On the plates are drawings depicting awards like enthusiastic ecologist, coastal naturalist and blue crab queen. Each award is unique and designed to showcase a camper’s individual personality or interests.
The plates are presented to the campers on the last day of camp during a ceremony attended by parents and staff.
“The paper plate creations are a great example of the commitment our summer camp team has to making Friday awards ceremony a special and memorable for each camper,” says Anne Lindsay, associate director of marine education at Marine Extension and Georgia Sea Grant. “In many ways, the paper plate awards ceremony is the heart of the summer camp experience.”
This particular awards ceremony will wrap up the 25th year of summer camps. Since 1993, about 5,500 children have explored the coast, and learned about the importance of marine ecosystems through hands-on activities.
Each camp session is geared towards a different age group.

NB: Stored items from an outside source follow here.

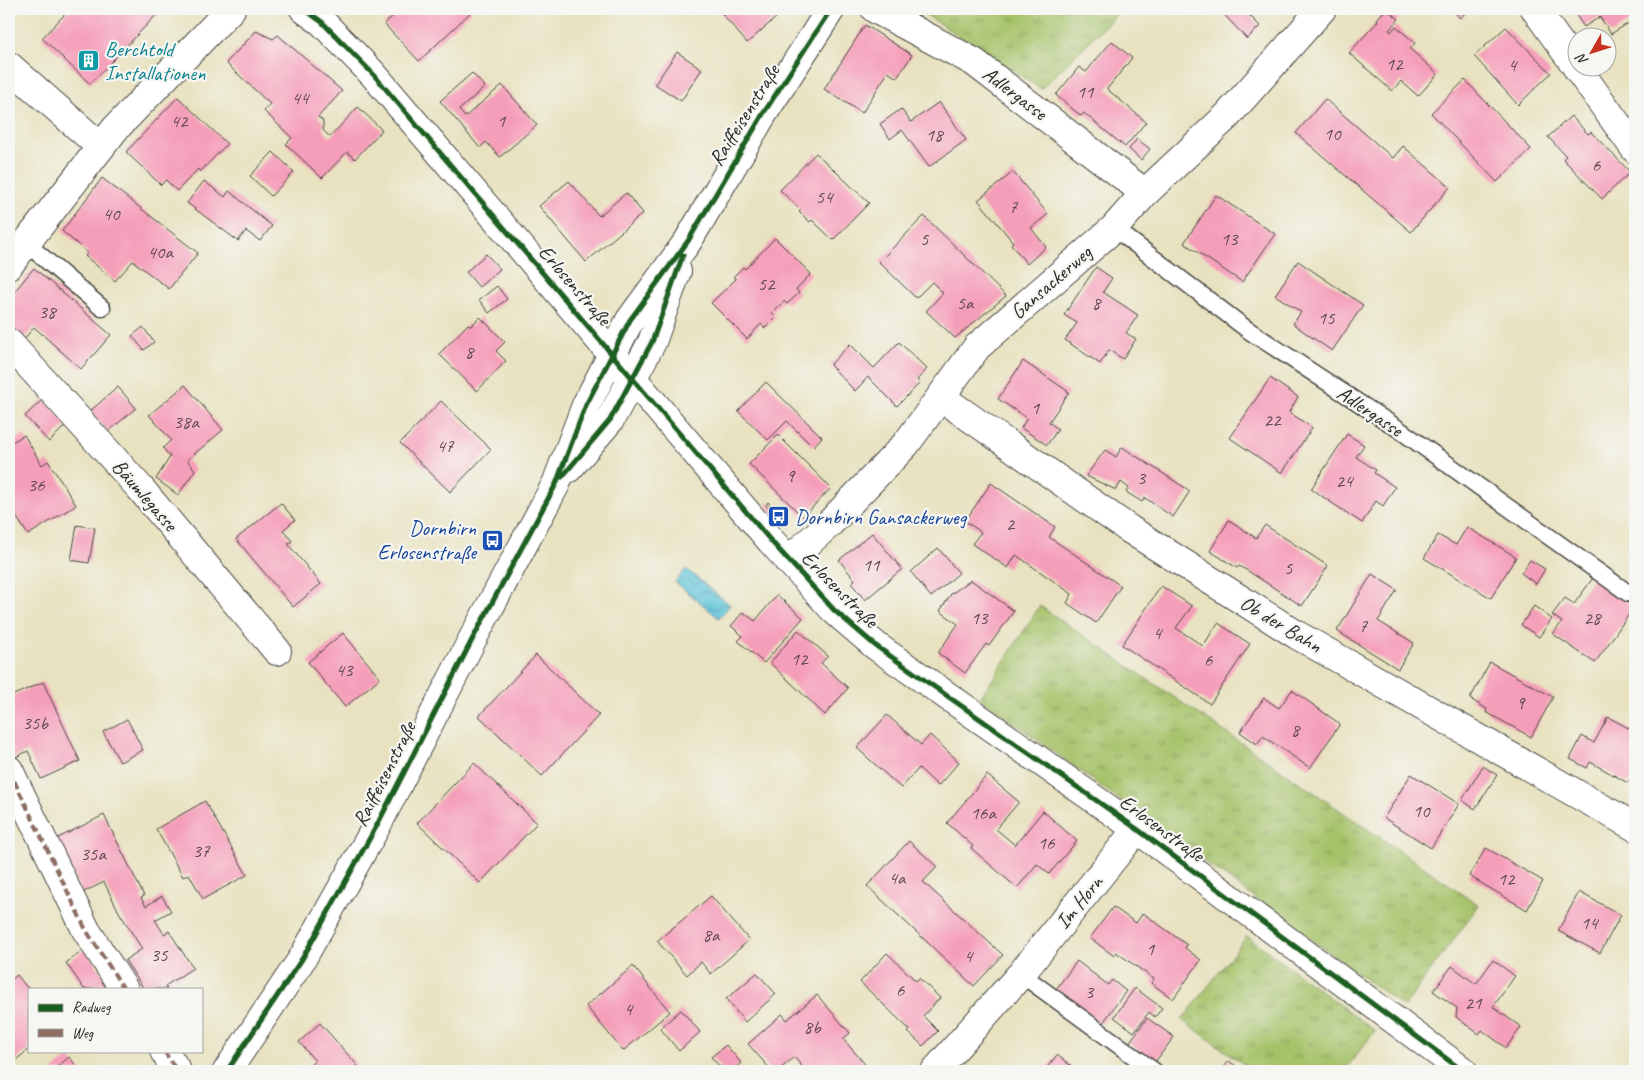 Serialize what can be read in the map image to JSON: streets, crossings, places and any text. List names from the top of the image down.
{
  "streets": {
    "street": [
      "Adlergasse",
      "Raiffeisenstraße",
      "Gansackerweg",
      "Erlosenstraße",
      "Bäumlegasse",
      "Ob der Bahn",
      "Im Horn"
    ]
  },
  "crossings": [
    ["Adlergasse", "Gansackerweg"],
    ["Raiffeisenstraße", "Erlosenstraße"],
    ["Gansackerweg", "Erlosenstraße"],
    ["Gansackerweg", "Ob der Bahn"],
    ["Erlosenstraße", "Im Horn"]
  ],
  "places": {
    "building": ["Berchtold Installationen"],
    "bus stop": ["Dornbirn Gansackerweg", "Dornbirn Erlosenstraße"]
  },
  "house_numbers": [
    "12",
    "4",
    "11",
    "44",
    "42",
    "1",
    "10",
    "18",
    "6",
    "54",
    "7",
    "40",
    "5",
    "13",
    "40a",
    "52",
    "5a",
    "8",
    "38",
    "15",
    "8",
    "1",
    "22",
    "38a",
    "47",
    "9",
    "3",
    "24",
    "36",
    "2",
    "11",
    "5",
    "13",
    "28",
    "7",
    "4",
    "12",
    "6",
    "43",
    "9",
    "35b",
    "8",
    "10",
    "16a",
    "16",
    "37",
    "35a",
    "4a",
    "12",
    "14",
    "8a",
    "1",
    "35",
    "4",
    "6",
    "3",
    "21",
    "4",
    "8b"
  ],
  "legend": ["Radweg", "Weg"],
  "north": "bottom left"
} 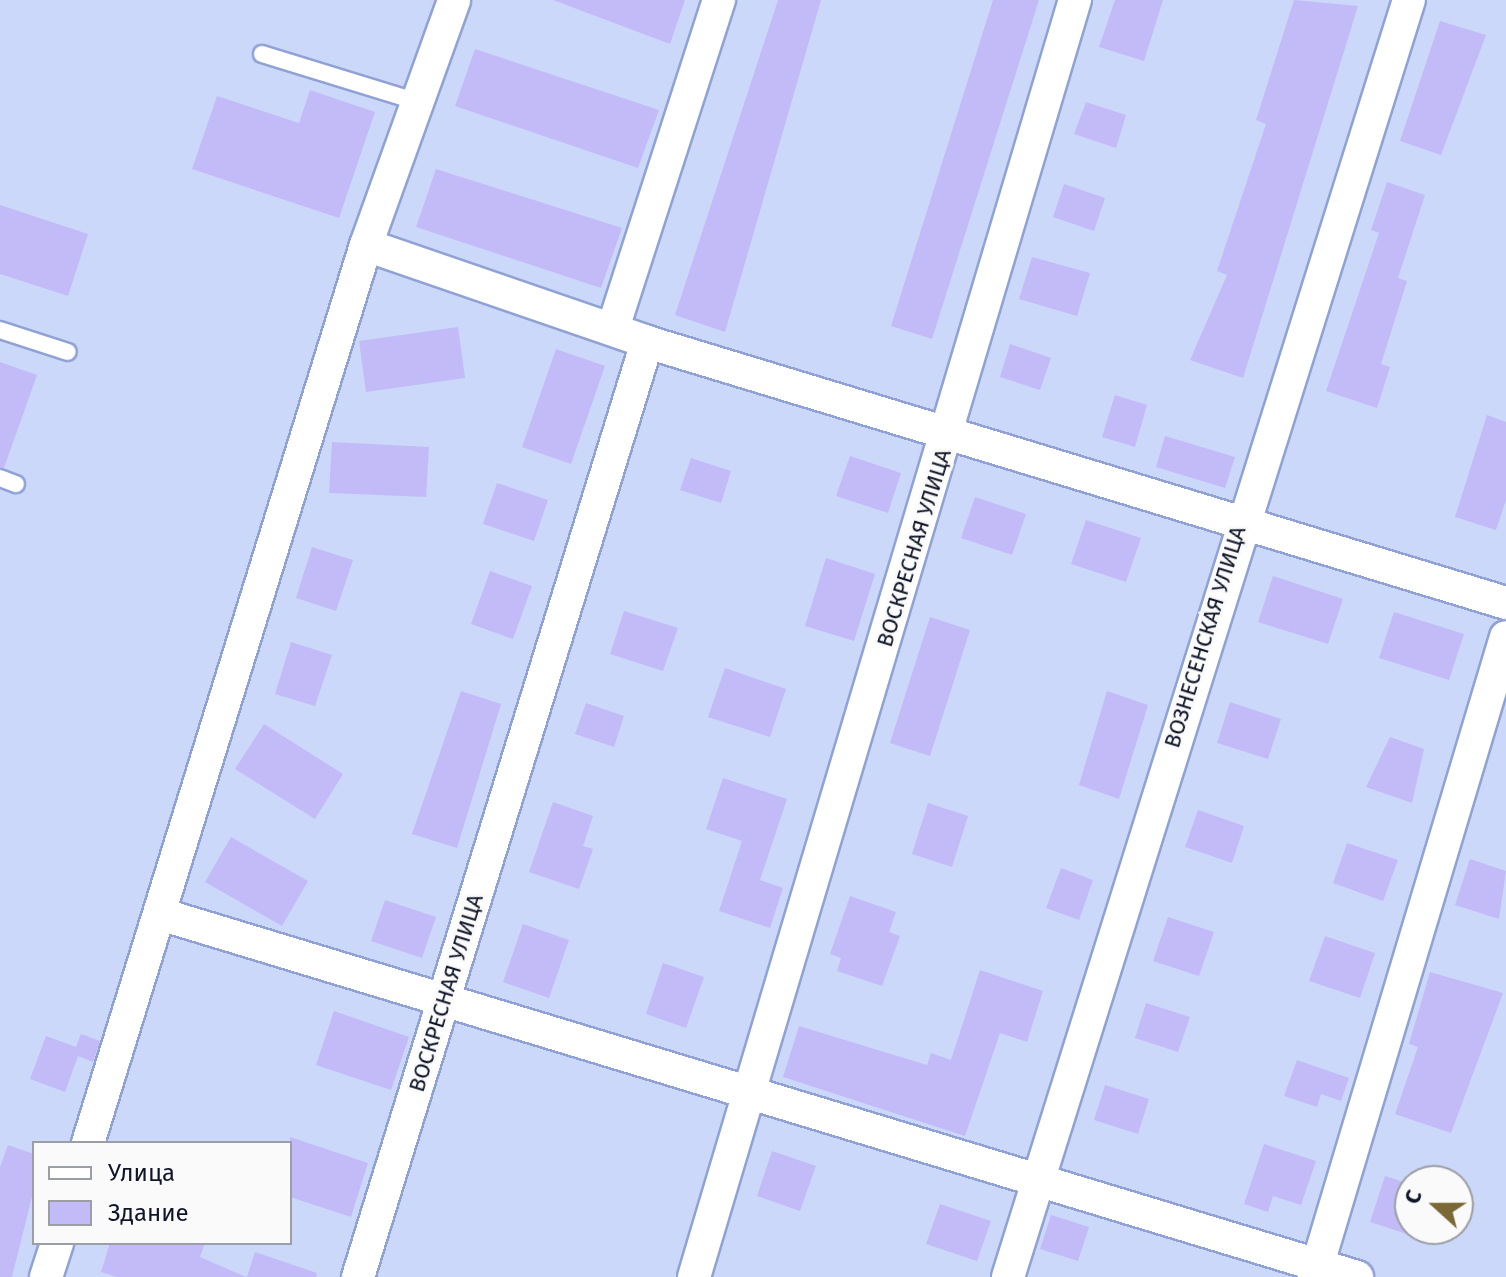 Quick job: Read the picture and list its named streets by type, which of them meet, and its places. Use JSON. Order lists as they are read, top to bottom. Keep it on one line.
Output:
{"streets":{"street":["ВОСКРЕСНАЯ УЛИЦА","ВОЗНЕСЕНСКАЯ УЛИЦА"]},"legend":["Улица","Здание"],"north":"left"}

Activities range from salt marsh explorations to squid studies in the lab and, for older campers, trawling aboard the R/V Sea Dawg. Guest researchers are often invited to lead experiential learning activities that not only teach campers how the scientific method can be applied to projects, but also expose campers to the multidisciplinary world of marine science.
This year, the Women in Marine Science Camp, for girls 12 to 14, featured four female researchers who work in different fields of marine science at the UGA Skidaway Institute of Oceanography. During activities led by the researchers, campers learned how to identify phytoplankton, which are tiny microscopic organisms living in coastal waters, and built their own autonomous underwater vehicles.
“It is especially valuable for young girls to witness female professionals because it fosters a sense of inclusion,” said Julia Diaz, assistant professor of marine sciences. Diaz led an activity that involved measuring levels of phosphate in water samples collected near Skidaway Island.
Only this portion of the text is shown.